02 Jun

UK Farmer goes for gold with rival to olive oil

By Sarah Brealey,

A Suffolk farmer’s produce is staking a claim to be the new olive oil.

The glass bottles of extra virgin cold-pressed rapeseed oil are now on sale in Tesco as it rapidly grows in popularity. It has been made by Sam Fairs at Hill Farm in Heveningham, near Halesworth, for the past three years, and yesterday it went on sale in 90 supermarkets in East Anglia.

In the last year demand has soared from 330 litres a week to 1,000, and the Tesco contract is expected to increase sales by another 30pc.

Mr Fairs said: “We just thought we would try it and see how it goes. We want to promote local food and Suffolk, as well as rapeseed oil, and the key to it is shelf space. So being able to work with Tesco in their local food area is great. It’s very exciting.”


Its fashionable credentials were underlined last month when celebrity chef Hugh Fearnley-Whittingstall, famed for his River Cottage series, sang its praises in the Guardian. He said: “The flavour is mild, grassy and sweet, and the colour a sensational golden yellow…it’s a really good all-rounder in the kitchen.”

He went on to provide a recipe for rapeseed mayonnaise, a potato salad dressed with the oil, and even for a variation on the famous Italian dish of spaghetti with garlic and olive oil.

Earlier this year Sam and Clare Fairs appeared as contestants on BBC2’s Ready Steady Cook and impressed the chefs with their product.

The family business started after they realised the “amazing qualities” of rapeseed oil, so they cold pressed it, filtered and then bottled their own.

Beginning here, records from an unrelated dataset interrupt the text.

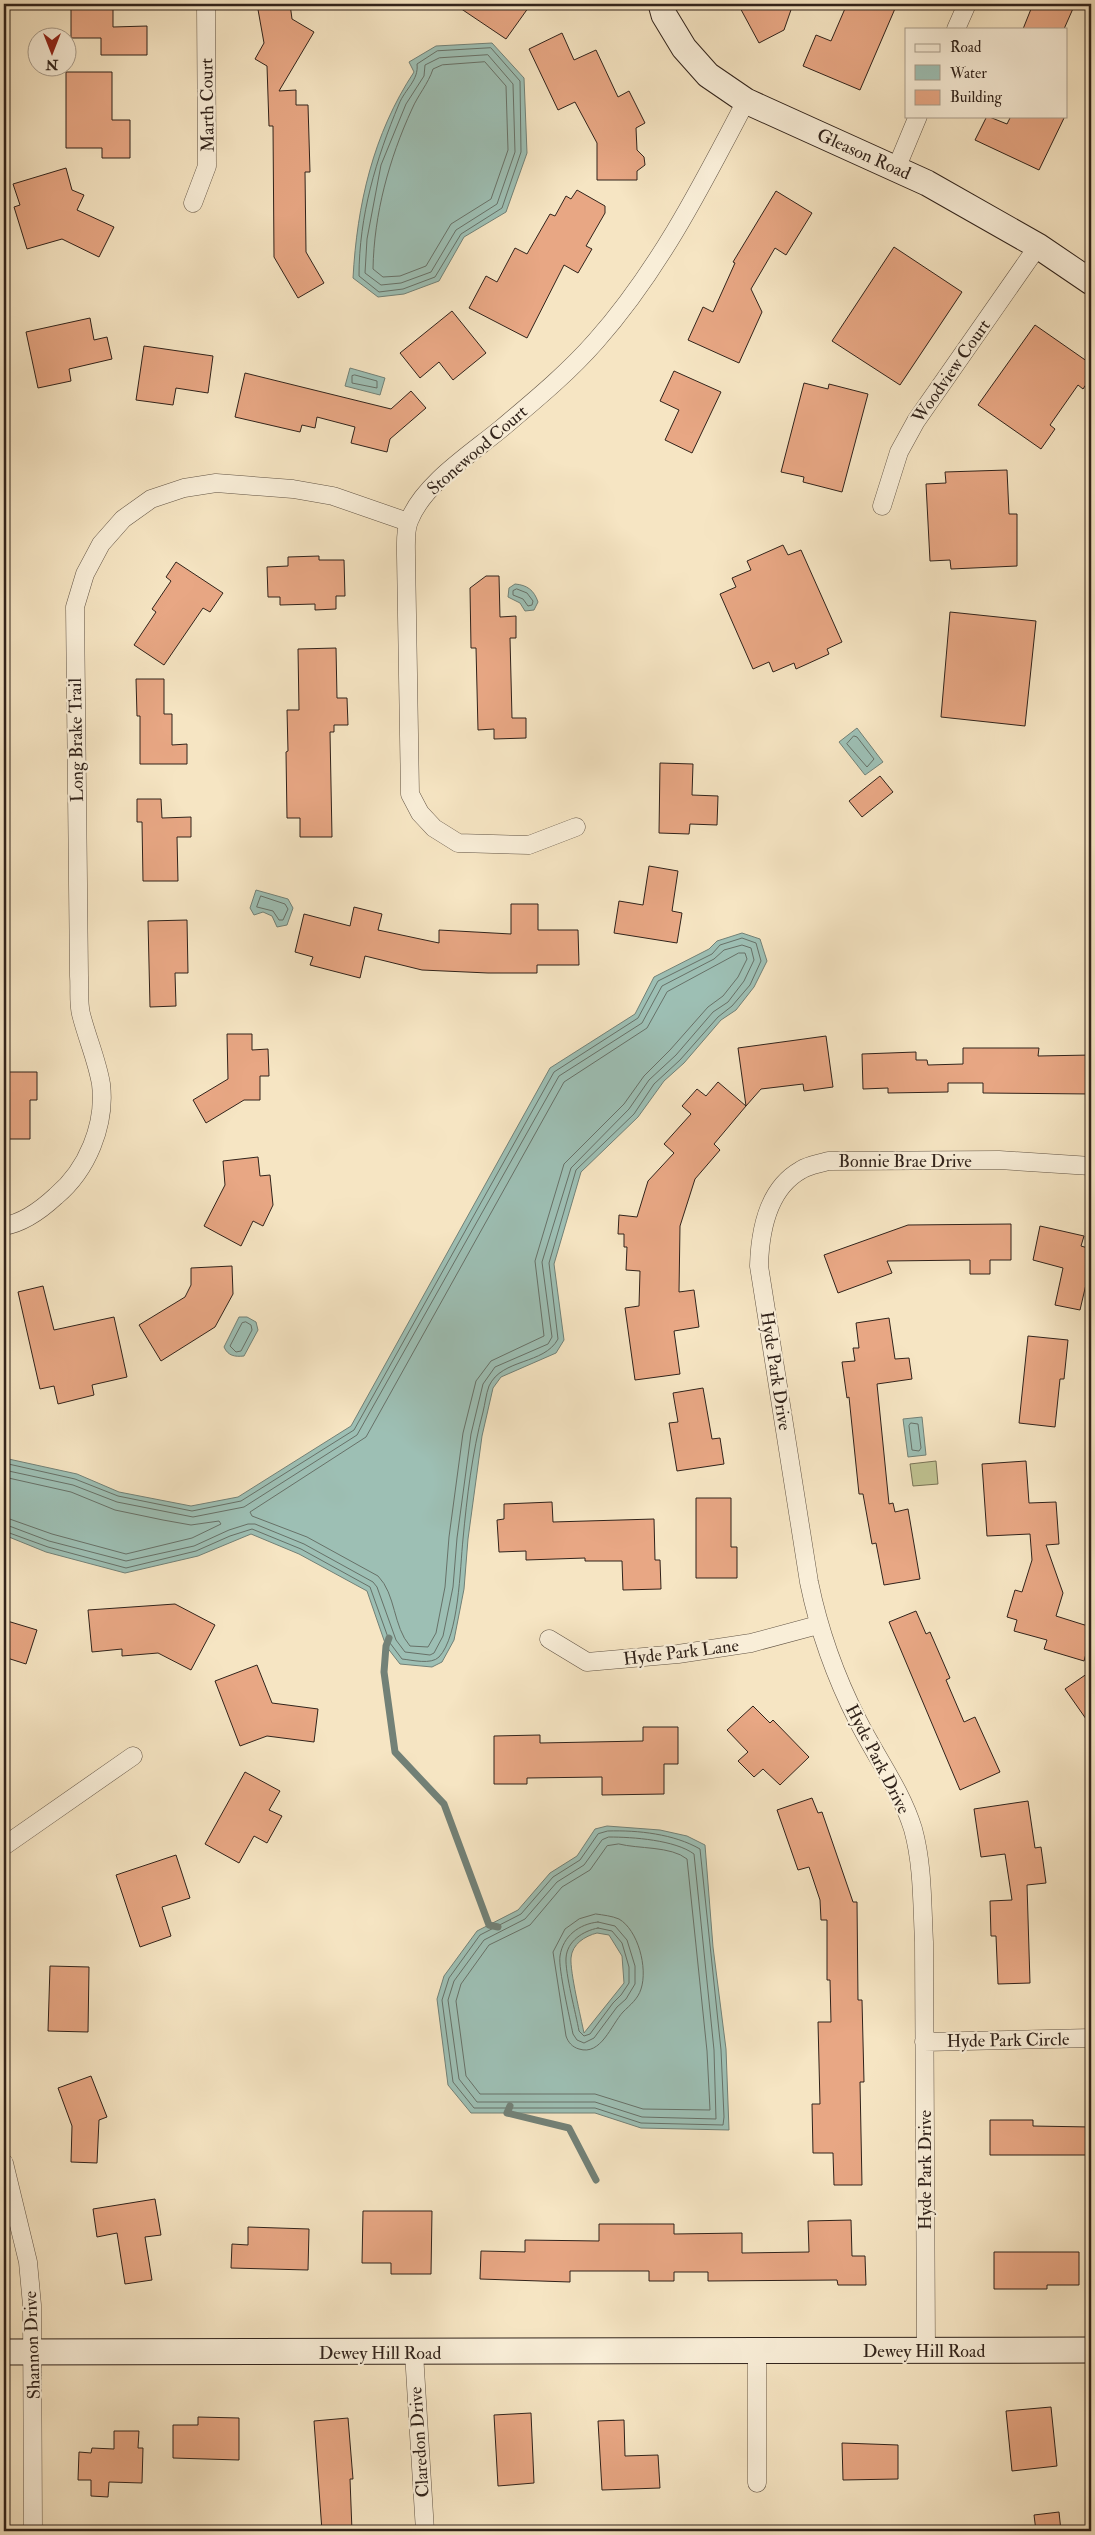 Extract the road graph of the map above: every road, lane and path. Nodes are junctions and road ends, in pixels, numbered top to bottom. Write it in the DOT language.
graph roads {
  1 [pos="206,4"];
  2 [pos="661,4"];
  3 [pos="967,4"];
  4 [pos="956,28"];
  5 [pos="746,101"];
  6 [pos="917,118"];
  7 [pos="896,169"];
  8 [pos="193,203"];
  9 [pos="1038,246"];
  10 [pos="1091,282"];
  11 [pos="882,506"];
  12 [pos="408,522"];
  13 [pos="576,827"];
  14 [pos="1091,1166"];
  15 [pos="4,1226"];
  16 [pos="759,1266"];
  17 [pos="818,1626"];
  18 [pos="548,1639"];
  19 [pos="133,1756"];
  20 [pos="4,1846"];
  21 [pos="1091,2038"];
  22 [pos="924,2042"];
  23 [pos="4,2163"];
  24 [pos="1091,2350"];
  25 [pos="926,2351"];
  26 [pos="4,2352"];
  27 [pos="34,2352"];
  28 [pos="757,2352"];
  29 [pos="414,2353"];
  30 [pos="757,2483"];
  31 [pos="33,2531"];
  32 [pos="425,2531"];
  1 -- 8 [label="street, Marth Court"];
  2 -- 5 [label="street, Gleason Road"];
  3 -- 4 [label="street"];
  5 -- 7 [label="street, Gleason Road"];
  5 -- 12 [label="street, Stonewood Court"];
  6 -- 7 [label="street"];
  7 -- 9 [label="street, Gleason Road"];
  9 -- 10 [label="street, Gleason Road"];
  9 -- 11 [label="street, Woodview Court"];
  12 -- 13 [label="street, Stonewood Court"];
  12 -- 15 [label="street, Long Brake Trail"];
  14 -- 16 [label="street, Bonnie Brae Drive"];
  16 -- 17 [label="street, Hyde Park Drive"];
  17 -- 18 [label="street, Hyde Park Lane"];
  17 -- 22 [label="street, Hyde Park Drive"];
  19 -- 20 [label="street"];
  21 -- 22 [label="street, Hyde Park Circle"];
  22 -- 25 [label="street, Hyde Park Drive"];
  23 -- 27 [label="street, Shannon Drive"];
  24 -- 25 [label="street, Dewey Hill Road"];
  25 -- 28 [label="street, Dewey Hill Road"];
  26 -- 27 [label="street, Dewey Hill Road"];
  27 -- 29 [label="street, Dewey Hill Road"];
  27 -- 31 [label="street, Shannon Drive"];
  28 -- 29 [label="street, Dewey Hill Road"];
  28 -- 30 [label="street"];
  29 -- 32 [label="street, Claredon Drive"];
}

Mr Fairs said: “We’re very proud of our product and believe that once the public weigh up the health benefits and the low food miles they will want to buy a British alternative to traditional olive and vegetable oils.”

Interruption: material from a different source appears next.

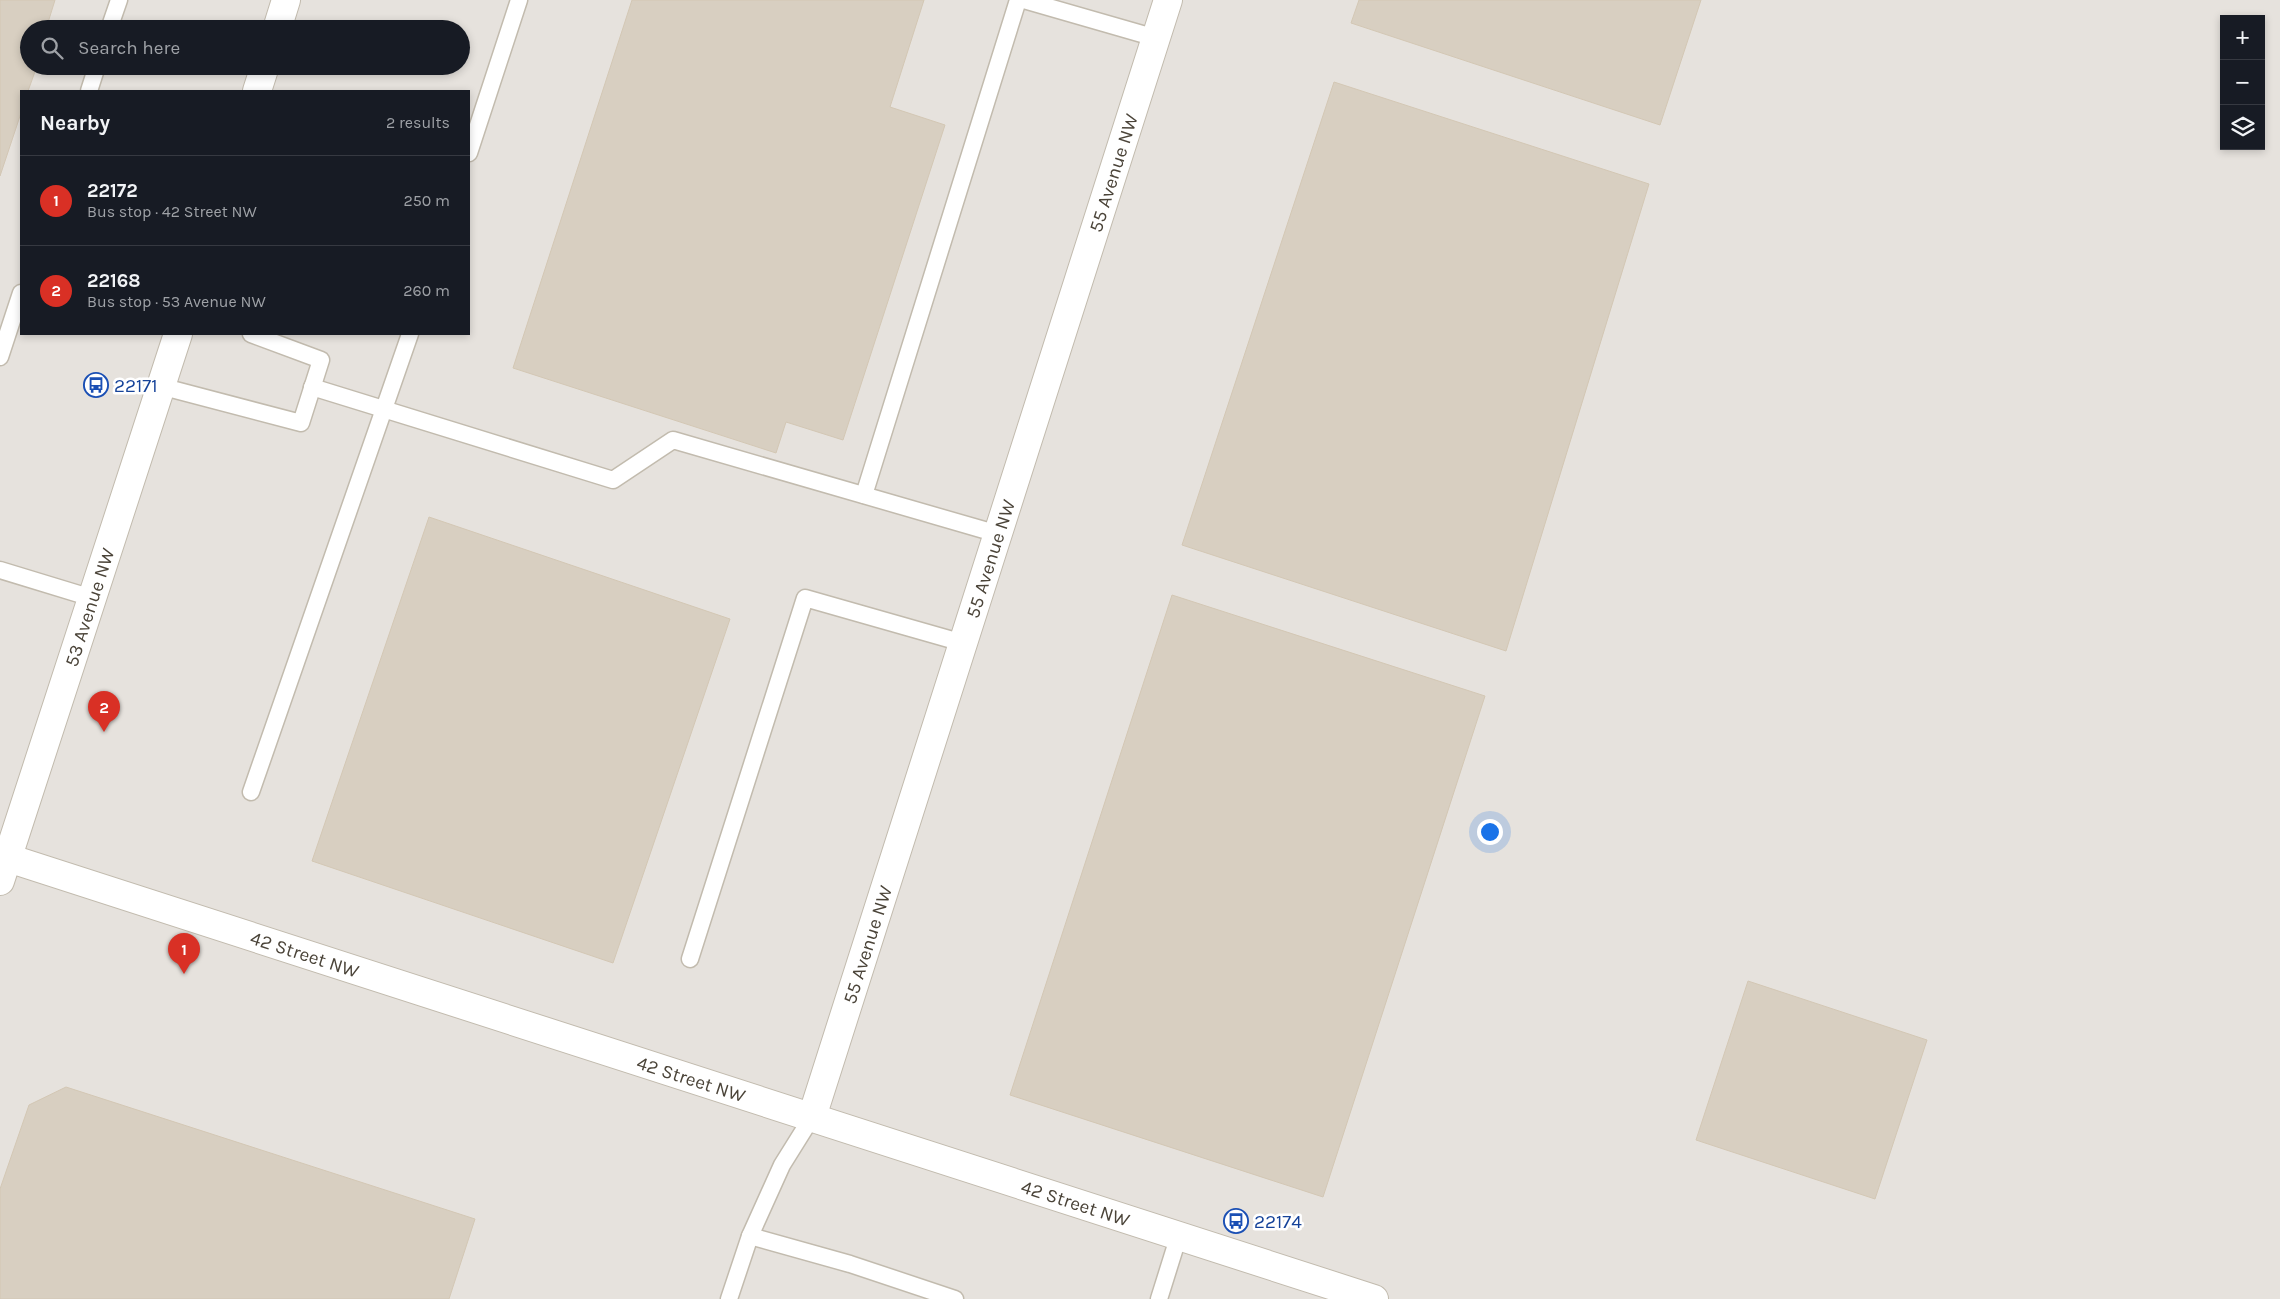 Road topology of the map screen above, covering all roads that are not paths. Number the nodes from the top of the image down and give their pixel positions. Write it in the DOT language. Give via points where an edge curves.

Sam Nundy, Tesco senior buying manager for the East of England, said: “The increasing popularity in the UK of rapeseed oil as a substitute for olive and vegetable oils could be like striking gold for British farmers.

“Rapeseed is extremely easy to grow and now that there is an increasing awareness about its product as a healthier alternative to olive and vegetable oil more and more farmers could well be tempted to grow it.”

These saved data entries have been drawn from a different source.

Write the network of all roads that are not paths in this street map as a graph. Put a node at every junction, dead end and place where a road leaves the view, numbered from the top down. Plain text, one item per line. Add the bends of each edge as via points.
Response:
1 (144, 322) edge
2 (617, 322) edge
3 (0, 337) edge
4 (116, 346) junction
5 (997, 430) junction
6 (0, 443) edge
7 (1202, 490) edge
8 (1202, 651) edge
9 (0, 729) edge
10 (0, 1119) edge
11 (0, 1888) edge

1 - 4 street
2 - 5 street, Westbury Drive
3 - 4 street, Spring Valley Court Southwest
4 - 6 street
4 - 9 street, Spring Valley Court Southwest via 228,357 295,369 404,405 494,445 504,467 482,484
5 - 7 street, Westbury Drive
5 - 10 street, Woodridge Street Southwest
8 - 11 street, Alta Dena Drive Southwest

The oil has a completely different flavour to olive oil, and indeed to the mostly flavourless rapeseed oil which most people buy as vegetable oil. It is also popular for its health benefits, with the lowest saturated fat levels of any edible oil, and high levels of healthy monounsaturated fats. It contains vitamin E and omegas 3 and 6.

David Proudley, combinable crops adviser at the National Farmers’ Union, welcomed the push to promote rapeseed oil as a high-quality product. “Rapeseed oil hasn’t been marketed that strongly before as a quality oil. It is good news if that market is coming to the fore,” he said.